WHAT THE TASK ASKS >> Return the entries exactly. Images are not part of the copy.

Stored entries:
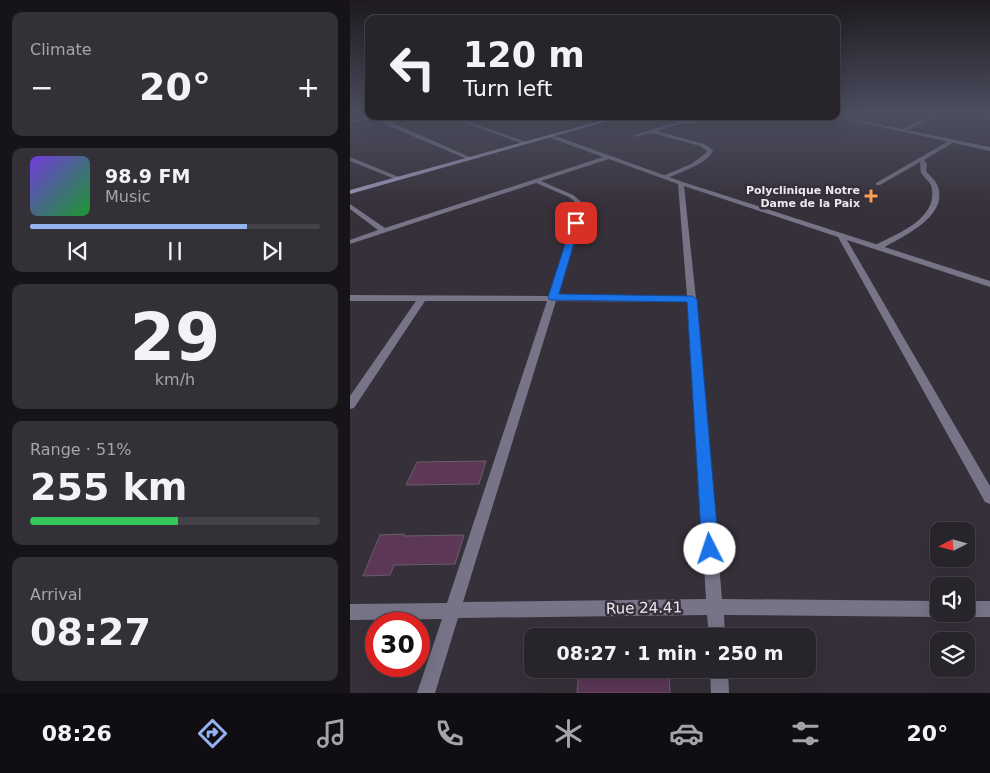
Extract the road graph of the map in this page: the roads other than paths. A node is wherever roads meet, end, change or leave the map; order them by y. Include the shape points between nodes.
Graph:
1 (436, 144) edge
2 (521, 144) edge
3 (573, 144) edge
4 (696, 144) edge
5 (946, 144) edge
6 (966, 144) edge
7 (990, 150) edge
8 (609, 157) junction
9 (469, 158) junction
10 (350, 159) edge
11 (922, 159) junction
12 (665, 177) junction
13 (397, 178) junction
14 (536, 181) junction
15 (681, 183) junction
16 (878, 184) dead end
17 (350, 192) edge
18 (350, 206) edge
19 (384, 230) junction
20 (841, 235) junction
21 (350, 242) edge
22 (878, 247) junction
23 (990, 284) edge
24 (554, 297) junction
25 (350, 298) edge
26 (422, 298) junction
27 (692, 299) junction
28 (350, 405) edge
29 (990, 498) edge
30 (715, 607) junction
31 (930, 609) edge
32 (975, 609) edge
33 (990, 610) edge
34 (452, 611) junction
35 (350, 612) edge
36 (716, 628) edge
37 (719, 678) edge
38 (426, 693) edge
39 (720, 693) edge

1 - 9 street
2 - 9 street
3 - 8 street
4 - 12 street via 710,150 709,154
5 - 11 street
6 - 7 street
8 - 12 street
8 - 14 street
9 - 13 street
10 - 13 street
11 - 16 street
11 - 22 street via 923,171 935,185 936,201 932,213
12 - 15 street
13 - 17 street
14 - 19 street
14 - 24 street via 571,196 582,205
15 - 20 street
15 - 27 street
18 - 19 street
19 - 21 street
20 - 22 street
20 - 29 street
22 - 23 street
24 - 26 street
24 - 27 street
24 - 34 street
25 - 26 street
26 - 28 street
27 - 30 street
30 - 31 street, Rue 24.41
30 - 34 street, Rue 24.41
30 - 36 street
32 - 33 street
34 - 35 street, Rue 24.41
34 - 38 street
37 - 39 street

REPLY TO THE TASK >>
Extract the road graph of the map in this page: the roads other than paths. A node is wherever roads meet, end, change or leave the map; order them by y. Include the shape points between nodes.
Graph:
1 (436, 144) edge
2 (521, 144) edge
3 (573, 144) edge
4 (696, 144) edge
5 (946, 144) edge
6 (966, 144) edge
7 (990, 150) edge
8 (609, 157) junction
9 (469, 158) junction
10 (350, 159) edge
11 (922, 159) junction
12 (665, 177) junction
13 (397, 178) junction
14 (536, 181) junction
15 (681, 183) junction
16 (878, 184) dead end
17 (350, 192) edge
18 (350, 206) edge
19 (384, 230) junction
20 (841, 235) junction
21 (350, 242) edge
22 (878, 247) junction
23 (990, 284) edge
24 (554, 297) junction
25 (350, 298) edge
26 (422, 298) junction
27 (692, 299) junction
28 (350, 405) edge
29 (990, 498) edge
30 (715, 607) junction
31 (930, 609) edge
32 (975, 609) edge
33 (990, 610) edge
34 (452, 611) junction
35 (350, 612) edge
36 (716, 628) edge
37 (719, 678) edge
38 (426, 693) edge
39 (720, 693) edge

1 - 9 street
2 - 9 street
3 - 8 street
4 - 12 street via 710,150 709,154
5 - 11 street
6 - 7 street
8 - 12 street
8 - 14 street
9 - 13 street
10 - 13 street
11 - 16 street
11 - 22 street via 923,171 935,185 936,201 932,213
12 - 15 street
13 - 17 street
14 - 19 street
14 - 24 street via 571,196 582,205
15 - 20 street
15 - 27 street
18 - 19 street
19 - 21 street
20 - 22 street
20 - 29 street
22 - 23 street
24 - 26 street
24 - 27 street
24 - 34 street
25 - 26 street
26 - 28 street
27 - 30 street
30 - 31 street, Rue 24.41
30 - 34 street, Rue 24.41
30 - 36 street
32 - 33 street
34 - 35 street, Rue 24.41
34 - 38 street
37 - 39 street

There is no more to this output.